Aim of the task: Find the string "BEEF" in the listing and report every line that has it.

Given entries:
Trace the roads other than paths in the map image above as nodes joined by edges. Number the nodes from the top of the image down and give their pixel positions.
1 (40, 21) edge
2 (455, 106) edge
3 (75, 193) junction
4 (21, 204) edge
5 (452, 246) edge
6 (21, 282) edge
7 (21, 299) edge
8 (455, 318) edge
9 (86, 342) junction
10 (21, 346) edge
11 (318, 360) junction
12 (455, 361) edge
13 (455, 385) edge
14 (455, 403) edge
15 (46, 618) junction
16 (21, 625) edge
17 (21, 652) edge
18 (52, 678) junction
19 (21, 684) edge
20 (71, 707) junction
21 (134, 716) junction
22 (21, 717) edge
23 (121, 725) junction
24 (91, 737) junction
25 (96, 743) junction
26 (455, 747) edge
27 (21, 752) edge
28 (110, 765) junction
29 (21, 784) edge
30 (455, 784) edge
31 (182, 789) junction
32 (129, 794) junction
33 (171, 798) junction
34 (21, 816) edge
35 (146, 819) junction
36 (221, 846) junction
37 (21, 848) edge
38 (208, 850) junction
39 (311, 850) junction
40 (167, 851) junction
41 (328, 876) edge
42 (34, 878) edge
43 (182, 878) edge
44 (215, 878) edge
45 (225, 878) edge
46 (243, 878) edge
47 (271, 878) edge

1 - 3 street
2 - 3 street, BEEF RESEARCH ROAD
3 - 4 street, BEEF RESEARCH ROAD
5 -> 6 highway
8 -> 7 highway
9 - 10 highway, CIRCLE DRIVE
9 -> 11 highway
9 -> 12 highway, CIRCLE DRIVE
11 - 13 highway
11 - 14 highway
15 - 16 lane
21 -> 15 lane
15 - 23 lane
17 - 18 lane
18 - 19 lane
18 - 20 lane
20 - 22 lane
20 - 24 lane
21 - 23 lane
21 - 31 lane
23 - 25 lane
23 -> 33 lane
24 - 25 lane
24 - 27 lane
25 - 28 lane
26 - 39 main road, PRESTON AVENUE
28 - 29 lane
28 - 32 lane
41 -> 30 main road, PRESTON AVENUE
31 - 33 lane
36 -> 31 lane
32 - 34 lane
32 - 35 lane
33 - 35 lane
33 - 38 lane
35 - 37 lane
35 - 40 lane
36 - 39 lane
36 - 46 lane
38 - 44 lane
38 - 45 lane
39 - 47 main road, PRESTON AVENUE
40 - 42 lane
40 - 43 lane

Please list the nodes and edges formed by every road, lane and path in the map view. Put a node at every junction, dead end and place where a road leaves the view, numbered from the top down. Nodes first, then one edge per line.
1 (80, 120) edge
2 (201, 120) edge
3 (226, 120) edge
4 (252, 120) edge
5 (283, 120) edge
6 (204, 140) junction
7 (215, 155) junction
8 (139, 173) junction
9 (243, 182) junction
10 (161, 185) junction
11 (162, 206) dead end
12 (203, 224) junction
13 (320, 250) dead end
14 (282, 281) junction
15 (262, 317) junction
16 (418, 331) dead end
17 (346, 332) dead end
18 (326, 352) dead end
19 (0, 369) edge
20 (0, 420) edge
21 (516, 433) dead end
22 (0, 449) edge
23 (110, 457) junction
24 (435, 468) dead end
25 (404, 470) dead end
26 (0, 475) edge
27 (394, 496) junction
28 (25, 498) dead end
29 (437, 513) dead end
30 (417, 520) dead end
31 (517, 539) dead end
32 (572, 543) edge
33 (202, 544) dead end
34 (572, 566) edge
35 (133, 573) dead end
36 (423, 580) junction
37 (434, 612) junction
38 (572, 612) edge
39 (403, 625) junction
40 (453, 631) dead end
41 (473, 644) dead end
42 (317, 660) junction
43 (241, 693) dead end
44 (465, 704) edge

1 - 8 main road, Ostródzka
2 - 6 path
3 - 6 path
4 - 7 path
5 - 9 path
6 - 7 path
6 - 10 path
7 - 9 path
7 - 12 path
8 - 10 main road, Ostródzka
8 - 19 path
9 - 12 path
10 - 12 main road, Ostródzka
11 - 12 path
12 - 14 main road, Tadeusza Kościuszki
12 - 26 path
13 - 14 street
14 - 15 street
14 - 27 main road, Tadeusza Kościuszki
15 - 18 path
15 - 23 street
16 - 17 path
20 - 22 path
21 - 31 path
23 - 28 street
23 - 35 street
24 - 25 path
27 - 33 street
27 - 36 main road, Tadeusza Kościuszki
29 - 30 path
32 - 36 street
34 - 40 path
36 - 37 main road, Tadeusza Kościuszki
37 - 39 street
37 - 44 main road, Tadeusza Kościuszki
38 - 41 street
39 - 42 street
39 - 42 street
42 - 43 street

Result of the exercise:
2 - 3 street, BEEF RESEARCH ROAD
3 - 4 street, BEEF RESEARCH ROAD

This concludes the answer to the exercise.